Pectorals and Triceps
Rock climbing almost always involves repetitive pulling motions. These movements routinely engage your latissimus dorsi and your biceps, among other muscles. To balance this usage, include at least one exercise that works your pectorals and triceps in every opposing muscle workout. Body-weight options include pushups and dips, while exercises using machines or weights include benches presses and chest flyes. Varying the exercises you select from workout to workout can both keep your body challenged and help alleviate boredom.
Your opposing muscle workouts should include exercises to strengthen your deltoids. Deltoids are the shoulder muscles involved in pressing straight up, raising your arms up in front of your body, and raising your arms out to your sides. Anterior deltoid exercises include shoulder presses, front raises and pike presses. Target lateral deltoids with lateral raises or upright rows. Reverse flyes and rear deltoid rows work your posterior deltoids. Incorporate an exercise that works each set of deltoid muscles into every opposing muscle workout.
Perhaps more than any other motion, climbing involves repetitively closing your fingers on handholds and maintaining that hold on them throughout each move you make. This grasping motion primarily works the muscles of your inner forearms, called wrist flexors. Balance this usage by including reverse wrist curls in every opposing muscle workout.
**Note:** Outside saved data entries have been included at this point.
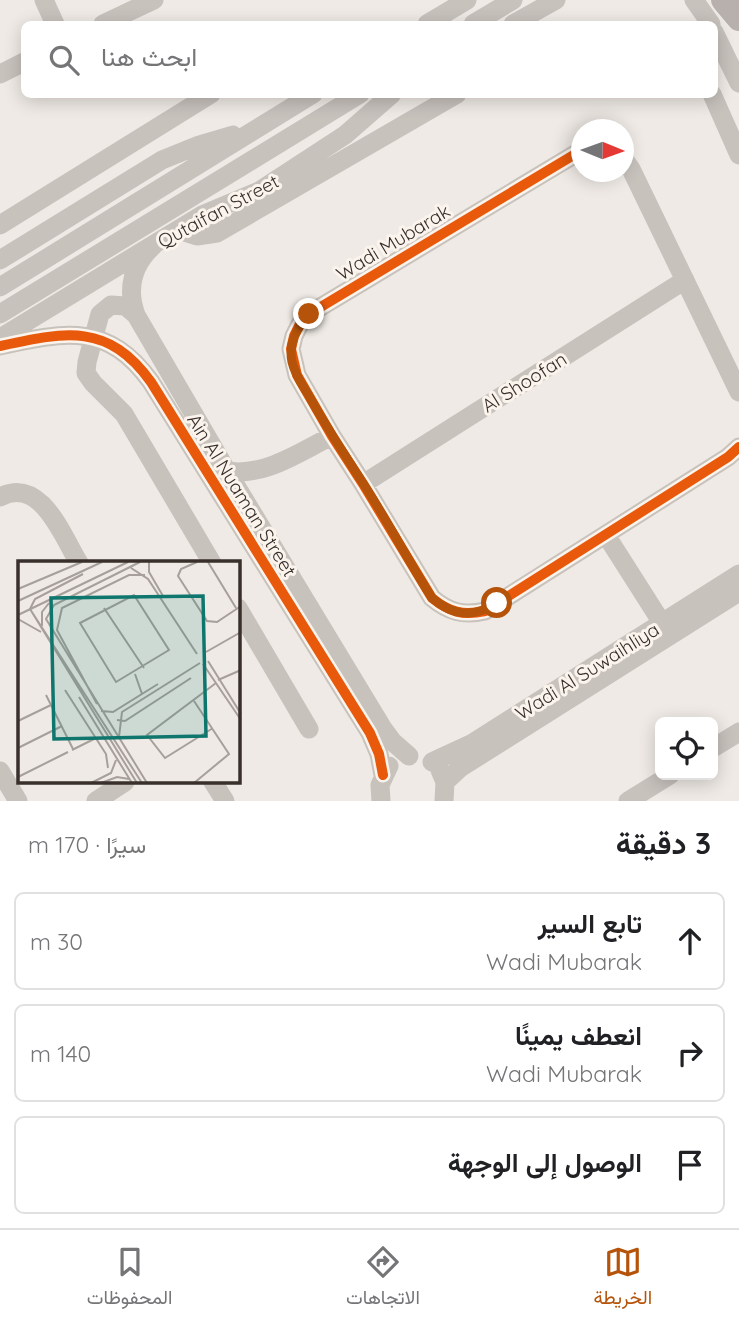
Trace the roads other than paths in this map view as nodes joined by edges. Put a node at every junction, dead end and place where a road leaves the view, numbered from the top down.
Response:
1 (44, 0) edge
2 (154, 0) edge
3 (467, 0) edge
4 (513, 0) edge
5 (556, 0) edge
6 (694, 0) edge
7 (723, 0) edge
8 (733, 0) edge
9 (739, 14) edge
10 (739, 19) edge
11 (54, 21) edge
12 (109, 21) edge
13 (432, 21) edge
14 (478, 21) edge
15 (518, 21) edge
16 (709, 21) edge
17 (718, 38) edge
18 (21, 64) edge
19 (0, 74) edge
20 (739, 83) edge
21 (204, 98) edge
22 (307, 98) edge
23 (353, 98) edge
24 (387, 98) edge
25 (450, 98) edge
26 (714, 98) edge
27 (258, 128) junction
28 (285, 141) junction
29 (739, 155) edge
30 (571, 157) edge
31 (634, 175) edge
32 (202, 215) junction
33 (1, 223) edge
34 (178, 230) junction
35 (154, 245) junction
36 (0, 260) edge
37 (685, 280) junction
38 (0, 288) edge
39 (0, 314) edge
40 (136, 315) junction
41 (0, 338) edge
42 (94, 338) junction
43 (0, 346) edge
44 (739, 392) edge
45 (332, 436) junction
46 (739, 447) edge
47 (265, 468) junction
48 (227, 471) junction
49 (363, 484) junction
50 (0, 497) edge
51 (246, 503) junction
52 (606, 535) junction
53 (78, 561) edge
54 (211, 561) edge
55 (739, 574) edge
56 (739, 592) edge
57 (240, 611) edge
58 (666, 630) junction
59 (309, 729) dead end
60 (739, 732) edge
61 (718, 745) edge
62 (409, 757) junction
63 (432, 762) junction
64 (0, 771) edge
65 (662, 780) edge
66 (123, 783) edge
67 (214, 783) edge
68 (445, 791) edge
69 (379, 793) edge
70 (19, 801) edge
71 (96, 801) edge
72 (225, 801) edge
73 (628, 801) edge

1 - 11 street
2 - 12 street
3 - 13 street
4 - 14 street
5 - 15 street
6 - 16 street
7 - 10 main road
8 - 9 main road
17 - 20 street
18 - 19 street
21 - 33 street
22 - 27 street
23 - 28 street, Qutaifan Street
24 - 32 street, Qutaifan Street
25 - 34 street
26 - 29 street
27 - 36 street
27 - 38 street
28 - 32 street
28 - 39 street, Qutaifan Street
30 - 45 street, Wadi Mubarak
31 - 37 street
32 - 34 street, Qutaifan Street
34 - 35 street, Qutaifan Street
35 - 40 street, Ain Al Nuaman Street
35 - 41 street, Qutaifan Street
37 - 44 street
37 - 49 street, Al Shoofan
40 - 42 street
40 - 48 street, Ain Al Nuaman Street
42 - 43 street, Ain Al Nuaman Street
42 - 54 street
42 - 69 street, Ain Al Nuaman Street
45 - 47 street
45 - 49 street, Wadi Mubarak
46 - 52 street, Wadi Mubarak
47 - 48 street
47 - 51 street
48 - 51 street, Ain Al Nuaman Street
49 - 52 street, Wadi Mubarak
50 - 53 street
51 - 62 street, Ain Al Nuaman Street
52 - 58 street
55 - 58 street, Wadi Al Suwaihliya
56 - 58 street, Wadi Al Suwaihliya
57 - 59 street
58 - 63 street, Wadi Al Suwaihliya
58 - 68 street, Wadi Al Suwaihliya
60 - 61 street
62 - 63 street
62 - 69 street
63 - 68 street
64 - 70 street
65 - 73 street
66 - 71 street
67 - 72 street

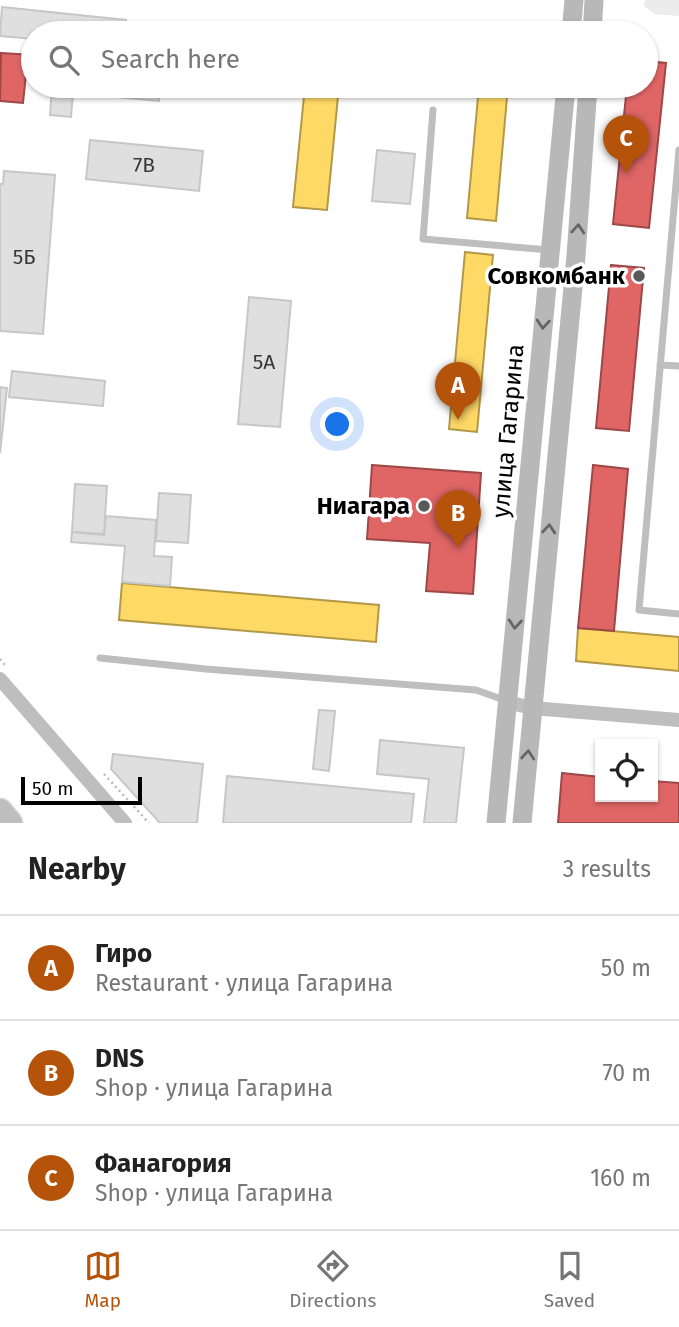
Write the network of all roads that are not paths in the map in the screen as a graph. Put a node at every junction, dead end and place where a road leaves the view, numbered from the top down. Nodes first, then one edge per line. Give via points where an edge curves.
1 (574, 0) edge
2 (594, 0) edge
3 (572, 21) edge
4 (593, 21) edge
5 (565, 98) edge
6 (587, 98) edge
7 (433, 110) dead end
8 (679, 149) edge
9 (550, 250) junction
10 (660, 365) junction
11 (679, 366) edge
12 (679, 614) edge
13 (100, 658) dead end
14 (0, 678) edge
15 (507, 702) junction
16 (532, 708) junction
17 (679, 720) edge
18 (0, 811) edge
19 (10, 823) edge
20 (125, 823) edge
21 (496, 823) edge
22 (522, 823) edge

1 - 3 main road
2 - 4 main road
5 - 9 main road, улица Гагарина
16 -> 6 main road, улица Гагарина
7 - 9 lane via 423,239
8 - 10 lane
9 -> 15 main road, улица Гагарина
10 - 11 lane
10 - 12 lane via 639,610
13 - 15 lane via 476,690
14 - 20 street
15 - 16 street
15 - 21 main road, улица Гагарина
16 - 17 street
22 -> 16 main road, улица Гагарина
18 - 19 highway

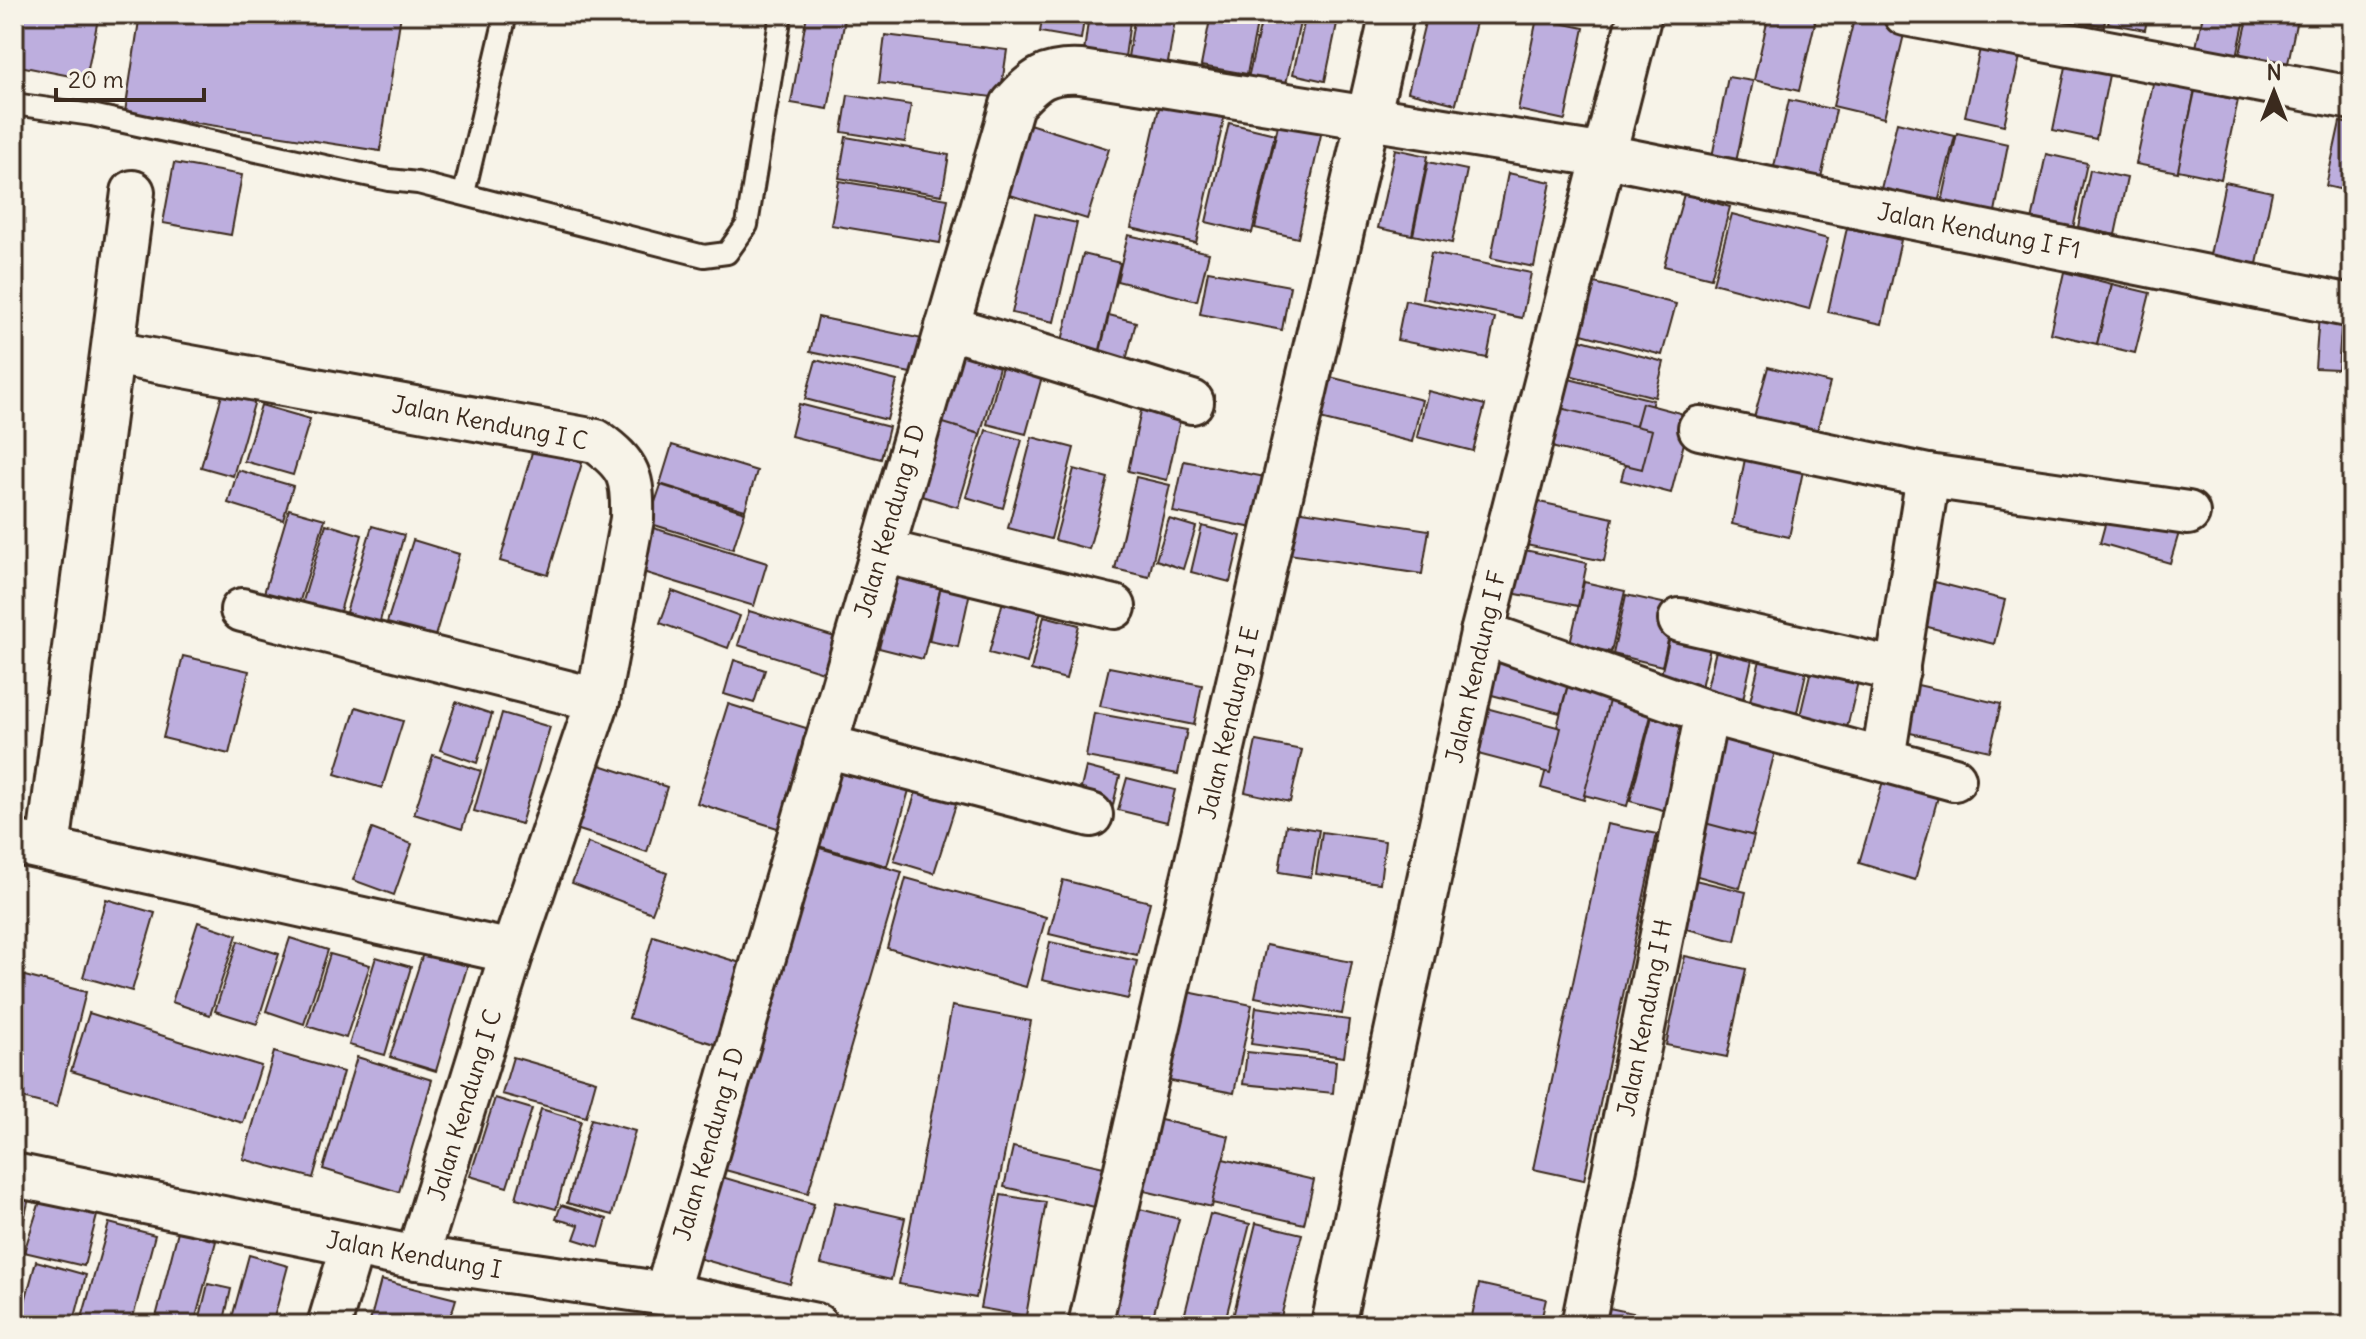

Reverse wrist curls will strengthen the muscles of your outer forearms, known as wrist extensors.
Exercise your opposing muscles twice a week after climbing. Each workout should include five or six exercises covering all major opposing muscle groups. The American College of Sports Medicine recommends performing two to four sets of eight to 12 repetitions of each exercise. You should feel fatigued and unable to perform another rep by the end of the final set. Stretch these muscles along with your climbing muscles after you complete your workout, as suggested by MayoClinic.com.